Less than six months after Colorado became the first state to announce that it was legalizing the use of recreational marijuana, the battle between good and evil with the state's decision still rages on.
The New York Times reported that law enforcement officers in Colorado and neighboring states, emergency room doctors, and legalization opponents have shed light on a series of recent problems as cautionary lessons for other states flirting with loosening marijuana laws.
Recent reports from the state have attempted to trace marijuana as the catalyst for a number of crimes around the city. In one report, officials said a Denver man who, hours after buying a package of marijuana-infused Karma Kandy from one of Colorado's new recreational marijuana shops, began raving about the end of the world and then pulled a handgun from the family safe and killed his wife. Hospital officials also said they have been treating a "growing number" of children and adults sickened by potent doses of edible marijuana. Sheriffs in neighboring states also complained about stoned drivers streaming out of Colorado and through their towns.
Convinced of marijuana's dangers, the DEA and vocal groups of police officers, educators, and public health officials remain steadfastly opposed to the growing legalization movement. Legalization poses significant health and safety risks to Americans, the group argued to Science News. They say the drug wipes out memories, steals IQ points, and triggers psychosis, leaving behind a zombie nation of slackers vegetating in their parents' basements. The group also concluded that the consequences may be especially damaging for teens.

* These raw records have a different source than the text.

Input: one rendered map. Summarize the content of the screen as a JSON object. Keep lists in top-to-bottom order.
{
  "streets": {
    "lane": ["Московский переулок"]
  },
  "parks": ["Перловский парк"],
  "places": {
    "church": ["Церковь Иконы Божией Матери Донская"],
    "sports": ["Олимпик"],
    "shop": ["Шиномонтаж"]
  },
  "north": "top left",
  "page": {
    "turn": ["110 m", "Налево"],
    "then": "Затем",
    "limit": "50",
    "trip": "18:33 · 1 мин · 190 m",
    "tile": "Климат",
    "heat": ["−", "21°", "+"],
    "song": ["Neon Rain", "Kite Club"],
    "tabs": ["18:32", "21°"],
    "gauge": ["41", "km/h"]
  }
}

"I think, by any measure, the experience of Colorado has not been a good one unless you're in the marijuana business," said Kevin A. Sabet, executive director of Smart Approaches to Marijuana, which opposes legalization. "We've seen lives damaged. We've seen deaths directly attributed to marijuana legalization. We've seen marijuana slipping through Colorado's borders. We've seen marijuana getting into the hands of kids."
In January, right after the initiative began, the Colorado State Patrol began tracking the number of people pulled over for driving under the influence of marijuana. Since then, marijuana-impaired drivers have made up about 1.5 percent of all citations for driving under the influence of drugs or alcohol.
Proponents of the law argued that officials are nit-picking at the budding industry and such criticism seeks to tarnish the industry's name.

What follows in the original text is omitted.